# Craft Beer ?



## DAC (22/10/13)

Moved from K&K, extract boil's & now about to do my 3rd BIAB which I realy the whole process ( especially mashing aroma )
But what defines home brewing from "Craft Beer".
Is A/G Brewing still home brew or craft?
Was asked the other day & to be honest I had no answer.


----------



## Bribie G (22/10/13)

Merriam-Webster:

a specialty beer produced in limited quantities


----------



## mckenry (22/10/13)

AG = craftbeer or artisan beer
K&K = homebrew.


Just stirring the pot 

Here is a big discussion (10 pages) with no result

Are you a homebrewer or craftbrewer?


----------



## NewtownClown (22/10/13)

You may call it whatever you wish - hand-crafted, artisanal, home brewed, DIY beer....

Craft beer is a term used to differentiate between the mega brewing companies and the smaller micro-, nano- breweries.
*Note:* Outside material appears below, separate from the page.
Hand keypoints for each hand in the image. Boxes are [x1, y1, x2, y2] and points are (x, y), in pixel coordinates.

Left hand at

Implying the former to be mega-swill factories as opposed to a brewery that crafts its beer.
In many countries it is applied to breweries with an output less than a designated amount


----------



## NewtownClown (22/10/13)

I home brew craft beer


----------



## Ducatiboy stu (22/10/13)

mckenry said:


> Here is a big discussion (10 pages) with no result
> 
> Are you a homebrewer or craftbrewer?


lol..32 agnostic btewers


----------



## slash22000 (22/10/13)

Personally, I consider "craft beer" to be beer that is sold commercially by individual self-owned breweries. They are free to take risks and innovate.
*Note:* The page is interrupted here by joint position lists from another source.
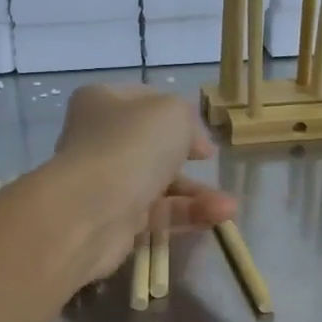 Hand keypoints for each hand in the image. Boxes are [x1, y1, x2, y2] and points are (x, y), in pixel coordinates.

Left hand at [48, 85, 236, 280]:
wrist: (92, 210)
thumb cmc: (132, 146)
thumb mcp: (172, 113)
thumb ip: (187, 120)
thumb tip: (191, 145)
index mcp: (101, 101)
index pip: (143, 101)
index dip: (176, 113)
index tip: (200, 132)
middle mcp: (98, 140)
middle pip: (151, 146)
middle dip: (188, 158)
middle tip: (210, 163)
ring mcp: (105, 182)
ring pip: (158, 184)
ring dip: (196, 194)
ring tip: (229, 206)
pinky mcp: (115, 220)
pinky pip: (157, 214)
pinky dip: (187, 215)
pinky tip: (219, 217) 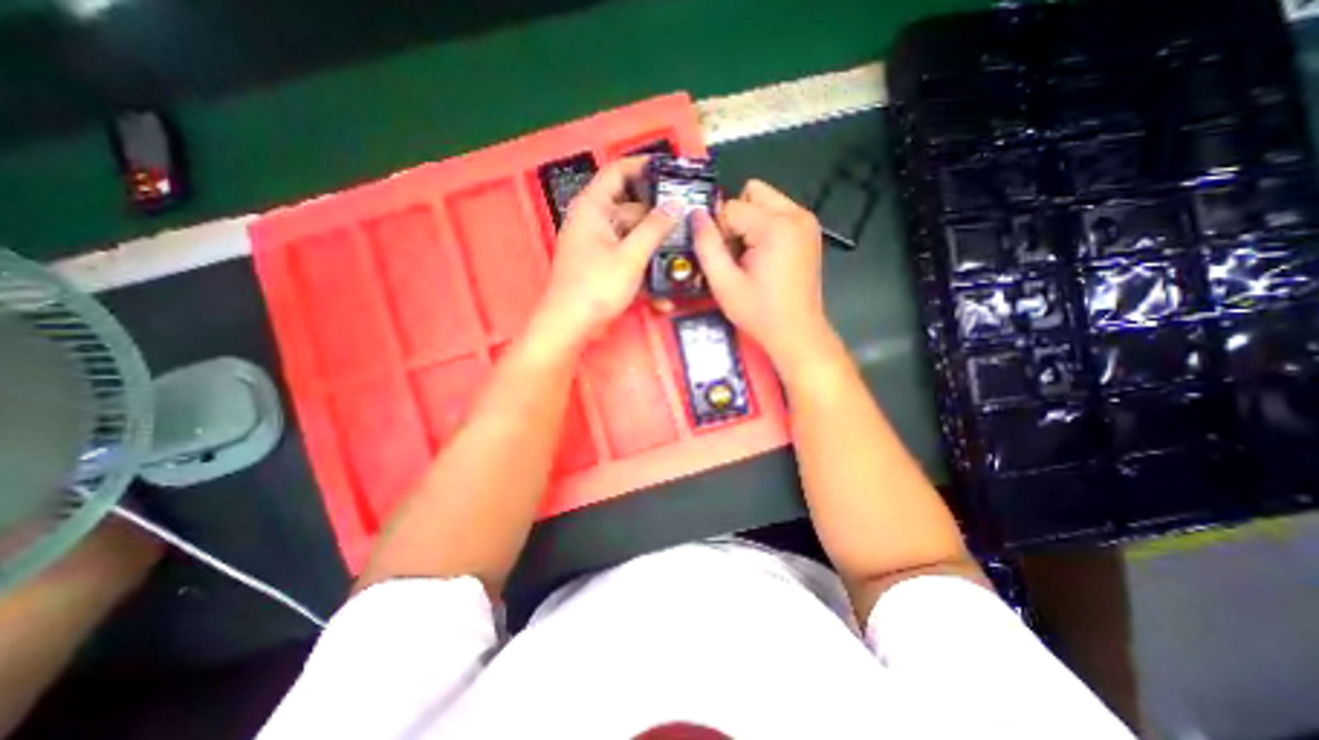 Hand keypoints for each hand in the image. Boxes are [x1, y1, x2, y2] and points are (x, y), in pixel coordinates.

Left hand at [534, 153, 677, 348]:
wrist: (571, 326)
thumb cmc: (596, 287)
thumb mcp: (630, 256)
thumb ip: (655, 228)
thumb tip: (676, 204)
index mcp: (593, 208)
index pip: (618, 172)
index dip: (644, 167)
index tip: (672, 172)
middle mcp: (594, 221)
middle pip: (631, 207)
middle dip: (658, 216)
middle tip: (688, 219)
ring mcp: (598, 245)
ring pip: (633, 236)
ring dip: (654, 247)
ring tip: (683, 252)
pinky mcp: (603, 266)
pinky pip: (627, 257)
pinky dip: (643, 268)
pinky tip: (663, 289)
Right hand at [692, 179, 831, 369]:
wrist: (797, 333)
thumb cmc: (760, 313)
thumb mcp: (724, 283)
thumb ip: (706, 245)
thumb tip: (695, 215)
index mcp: (776, 226)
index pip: (731, 206)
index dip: (719, 232)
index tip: (722, 258)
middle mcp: (796, 214)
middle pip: (752, 192)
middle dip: (736, 218)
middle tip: (735, 252)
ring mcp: (807, 222)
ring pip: (765, 200)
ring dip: (750, 222)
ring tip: (749, 256)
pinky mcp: (810, 231)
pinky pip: (778, 213)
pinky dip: (764, 228)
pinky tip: (763, 257) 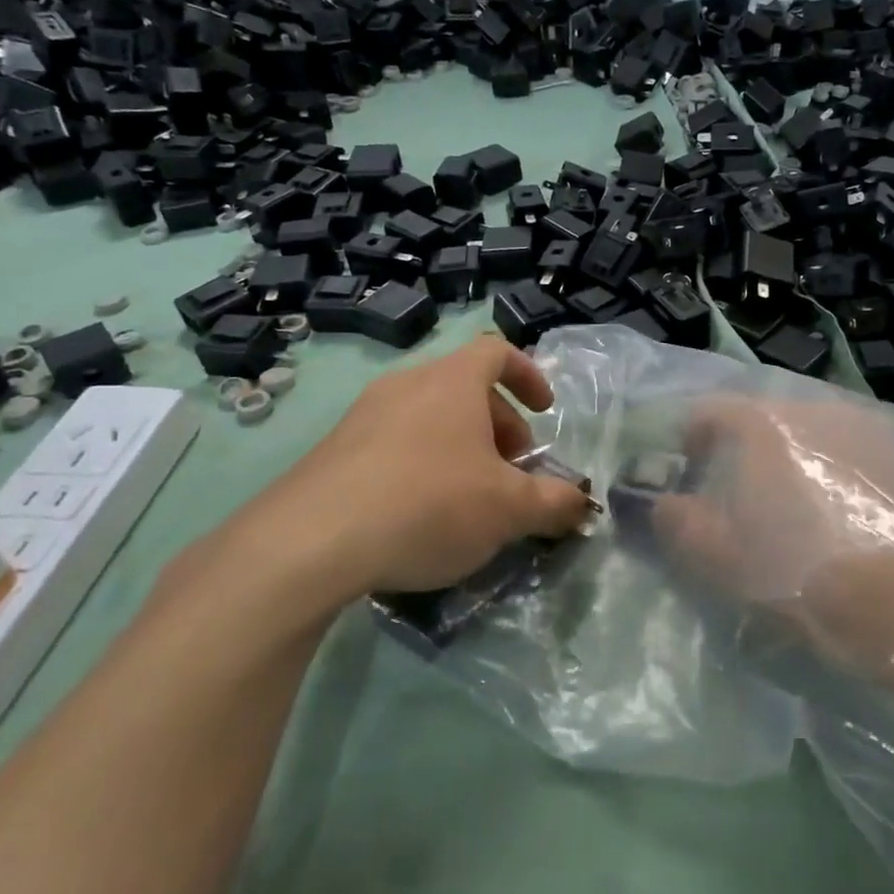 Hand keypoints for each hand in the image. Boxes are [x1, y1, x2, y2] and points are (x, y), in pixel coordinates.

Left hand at [169, 336, 592, 634]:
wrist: (312, 541)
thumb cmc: (430, 504)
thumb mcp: (510, 508)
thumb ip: (555, 502)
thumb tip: (582, 502)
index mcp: (452, 381)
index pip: (498, 351)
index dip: (529, 375)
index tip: (545, 412)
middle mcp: (407, 384)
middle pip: (466, 388)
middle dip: (500, 425)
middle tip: (513, 471)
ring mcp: (363, 415)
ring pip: (429, 417)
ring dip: (462, 447)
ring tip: (471, 497)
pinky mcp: (333, 450)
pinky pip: (394, 443)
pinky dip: (422, 464)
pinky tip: (421, 515)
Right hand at [652, 398, 893, 763]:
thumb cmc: (806, 576)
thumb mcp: (724, 561)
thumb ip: (679, 525)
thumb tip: (662, 504)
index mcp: (766, 425)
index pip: (709, 412)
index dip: (688, 441)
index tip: (686, 476)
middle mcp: (818, 410)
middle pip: (762, 421)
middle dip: (740, 455)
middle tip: (735, 503)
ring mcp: (868, 430)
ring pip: (809, 438)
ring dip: (788, 465)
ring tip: (789, 515)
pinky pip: (849, 455)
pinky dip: (830, 476)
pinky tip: (839, 521) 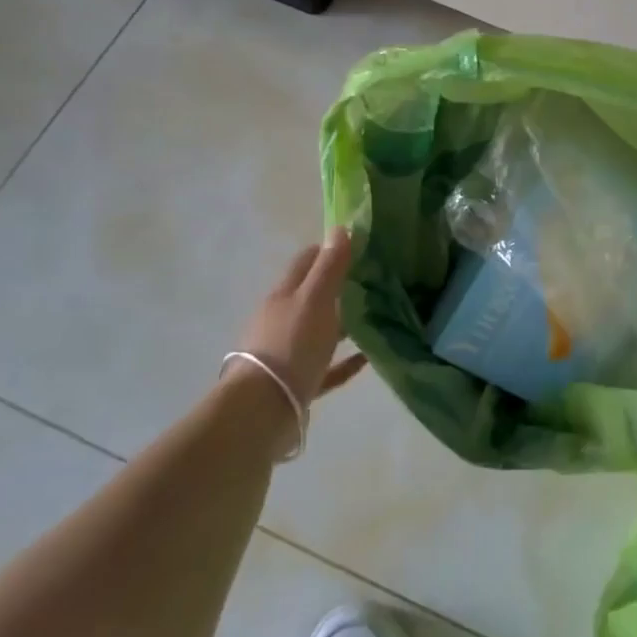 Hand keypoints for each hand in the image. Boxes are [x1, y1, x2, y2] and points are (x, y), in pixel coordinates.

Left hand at [227, 228, 366, 413]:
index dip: (327, 250)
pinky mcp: (297, 383)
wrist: (263, 409)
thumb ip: (329, 267)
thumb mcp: (314, 300)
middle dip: (338, 287)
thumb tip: (340, 228)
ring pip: (319, 331)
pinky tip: (367, 358)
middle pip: (311, 296)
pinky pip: (326, 367)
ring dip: (343, 324)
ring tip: (374, 318)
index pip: (305, 262)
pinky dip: (345, 361)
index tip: (356, 246)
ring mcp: (287, 352)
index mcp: (284, 296)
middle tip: (372, 281)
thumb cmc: (290, 345)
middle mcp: (282, 320)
The opposite of craft beer in my mind is beer like Tooheys etc sold commercially by massive corporations brewed by externally controlled "drone" breweries. They brew what they are told to brew, there is no room for innovation, 100% of the focus is on profit per litre.

"Home brew" is not "craft beer" in my mind because it's not sold commercially. That said, I dislike the stigma that exists with the term "home brew". Everybody assumes home brew tastes like shit at best or is poisonous at worst (thanks, mass media).


----------



## Parks (22/10/13)

If it wasn't for the bad name "home brew" has from dodgy K&K hot fermented Coopers I don't think people would have a problem calling themselves homebrewers.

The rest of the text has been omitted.